Blijkens de mededeling van de Directeur van Uw Kabinet van 9 september 2020, no. 2020001844,
machtigde Uwe Majesteit de Afdeling advisering van de Raad van State haar advies inzake
het bovenvermelde voorstel van wet rechtstreeks aan mij te doen toekomen. Dit advies,
gedateerd 28 oktober 2020, no. W13.20.0327/III, bied ik U hierbij aan.
De tekst van het advies treft U hieronder aan, voorzien van mijn reactie.
Bij Kabinetsmissive van 9 september 2020, no. 2020001844, heeft Uwe Majesteit, op
voordracht van de Staatssecretaris van Volksgezondheid, Welzijn en Sport, bij de Afdeling
advisering van de Raad van State ter overweging aanhangig gemaakt het voorstel van
wet tot wijziging van de Tabaks- en rookwarenwet ter regeling van elektronische verhittingsapparaten
voor tabaksproducten en in verband met de invoering van eisen aan het uiterlijk van
sigaretten, met memorie van toelichting.
Het wetsvoorstel geeft uitvoering aan twee punten uit het Nationaal Preventieakkoord.2 Het stelt strengere eisen aan het in de handel brengen en de verkoop van elektronische
apparaten waarmee tabak kan worden verhit. Daarnaast bevat het voorstel een delegatiegrondslag
om bij ministeriële regeling eisen te stellen aan het uiterlijk van sigaretten.
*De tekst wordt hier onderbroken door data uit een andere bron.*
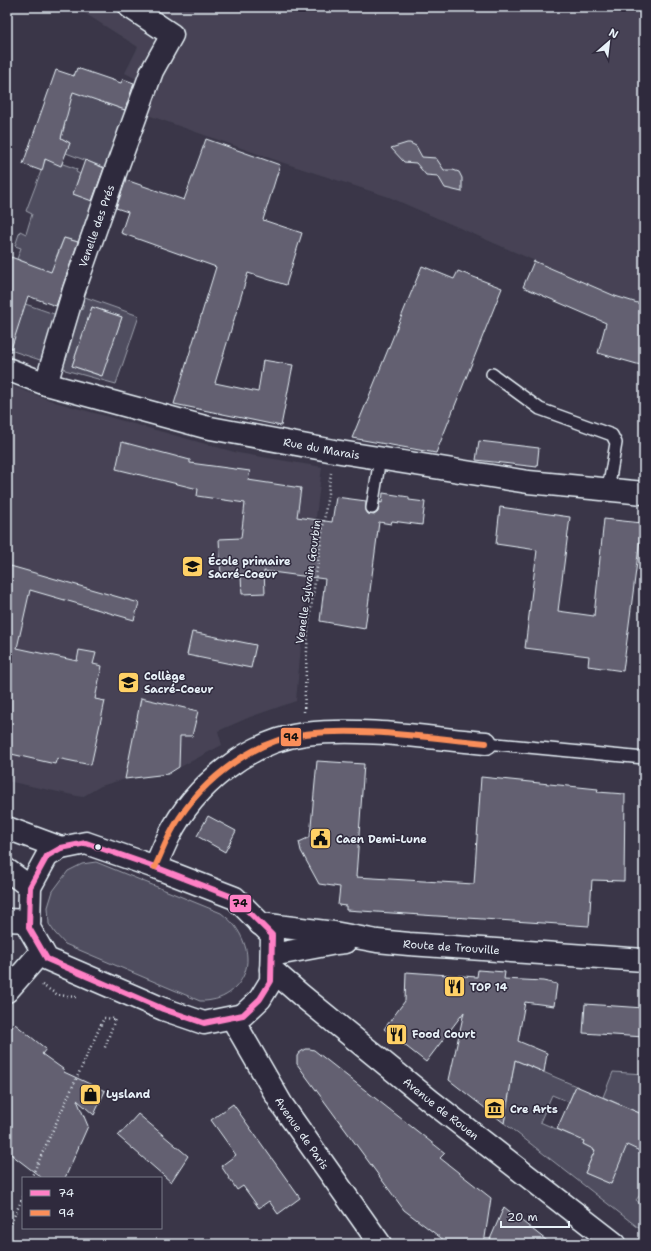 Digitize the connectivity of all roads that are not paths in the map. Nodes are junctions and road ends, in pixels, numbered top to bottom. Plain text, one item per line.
1 (130, 7) edge
2 (7, 369) edge
3 (492, 374) dead end
4 (46, 384) junction
5 (380, 458) junction
6 (608, 490) junction
7 (644, 493) edge
8 (372, 508) dead end
9 (486, 743) joint
10 (644, 758) edge
11 (7, 828) edge
12 (61, 848) junction
13 (155, 866) junction
14 (7, 870) edge
15 (30, 887) junction
16 (7, 920) edge
17 (29, 921) junction
18 (260, 924) junction
19 (377, 941) junction
20 (42, 951) junction
21 (644, 960) edge
22 (272, 962) junction
23 (7, 991) edge
24 (232, 1018) junction
25 (380, 1244) edge
26 (615, 1244) edge

1 - 4 main road, Venelle des Prés
2 - 4 main road, Rue du Marais
3 - 6 lane
4 - 5 main road, Rue du Marais
5 - 6 main road, Rue du Marais
5 - 8 lane
6 - 7 main road, Rue du Marais
9 - 10 lane
9 - 13 main road
11 - 12 main road
12 - 13 main road
12 - 15 main road
13 - 18 main road
14 - 15 main road
15 - 17 main road
16 - 17 main road
17 - 20 main road
18 - 19 main road, Route de Trouville
18 - 22 main road
19 - 21 main road, Route de Trouville
19 - 22 main road
20 - 23 main road
20 - 24 main road
22 - 24 main road
22 - 26 main road, Avenue de Rouen
24 - 25 main road, Avenue de Paris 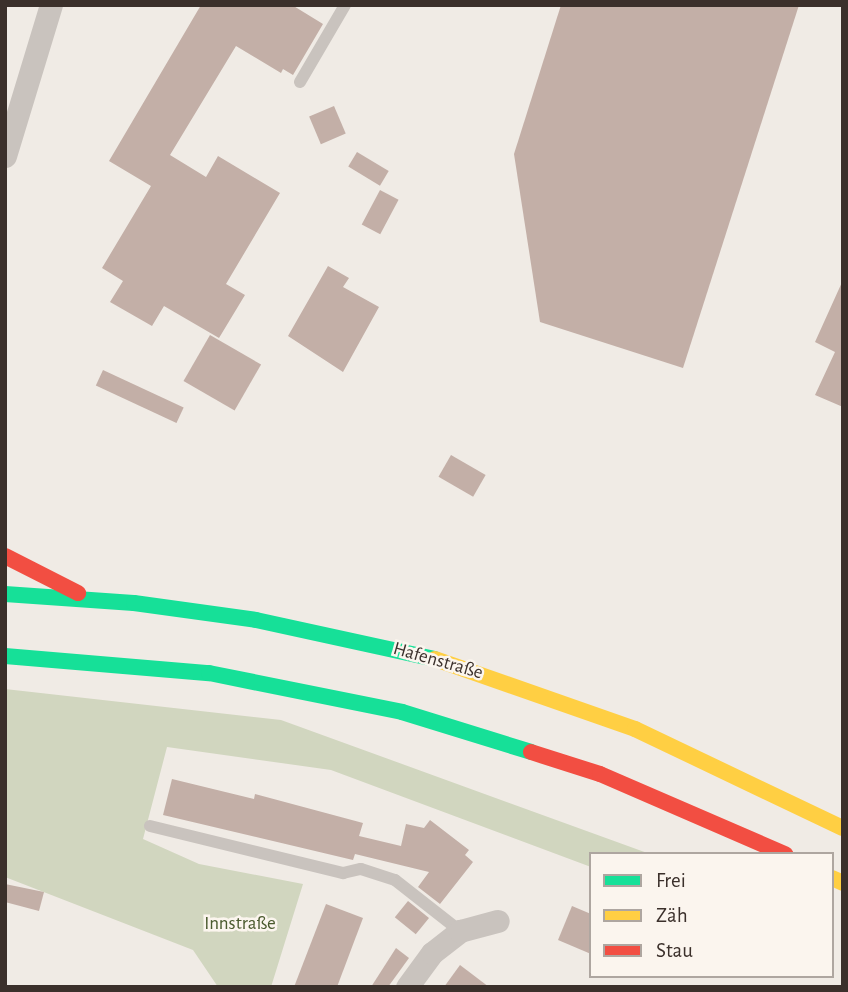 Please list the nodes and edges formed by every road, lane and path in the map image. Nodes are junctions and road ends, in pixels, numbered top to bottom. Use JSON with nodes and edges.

De Afdeling advisering van de Raad van State maakt een opmerking over de verhouding
tussen dit voorstel en het wietexperiment. Daarnaast adviseert zij de toelichting
aan te vullen. Dit betreft de weergave van onderzoeksresultaten en onderbouwing van
de noodzaak om een nieuwe delegatiegrondslag op te nemen inzake het uiterlijk van
sigaretten. In verband daarmee is aanpassing wenselijk van de toelichting en zo nodig
van het wetsvoorstel.
1. Inhoud van het wetsvoorstel
Het wetsvoorstel brengt elektronische apparaten waarmee tabak kan worden verhit onder
het toepassingsbereik van de tabaks- en rookwarenregelgeving.3 Hierdoor gaan strengere eisen gelden voor met name het in de handel brengen en de
verkoop van deze apparaten. Zo worden onder meer verpakkingseisen, het reclameverbod
en verkoopbeperkingen van toepassing op deze apparaten en op onderdelen ervan.4 Op de tabak die met elektronische verhittingsapparaten wordt verhit zijn deze regels
reeds van toepassing. Zo gelden de wettelijke rookverboden bijvoorbeeld ook voor het
gebruik van verhitte tabak en gelden verkooprestricties al voor de verkoop van dergelijke
tabaksproducten.5 Tevens bevat het wetsvoorstel een delegatiegrondslag om bij ministeriële regeling,
in het belang van de volksgezondheid, eisen te stellen aan het uiterlijk van sigaretten.6 De eisen kunnen onder andere betrekking hebben op de kleuren en vorm van het product.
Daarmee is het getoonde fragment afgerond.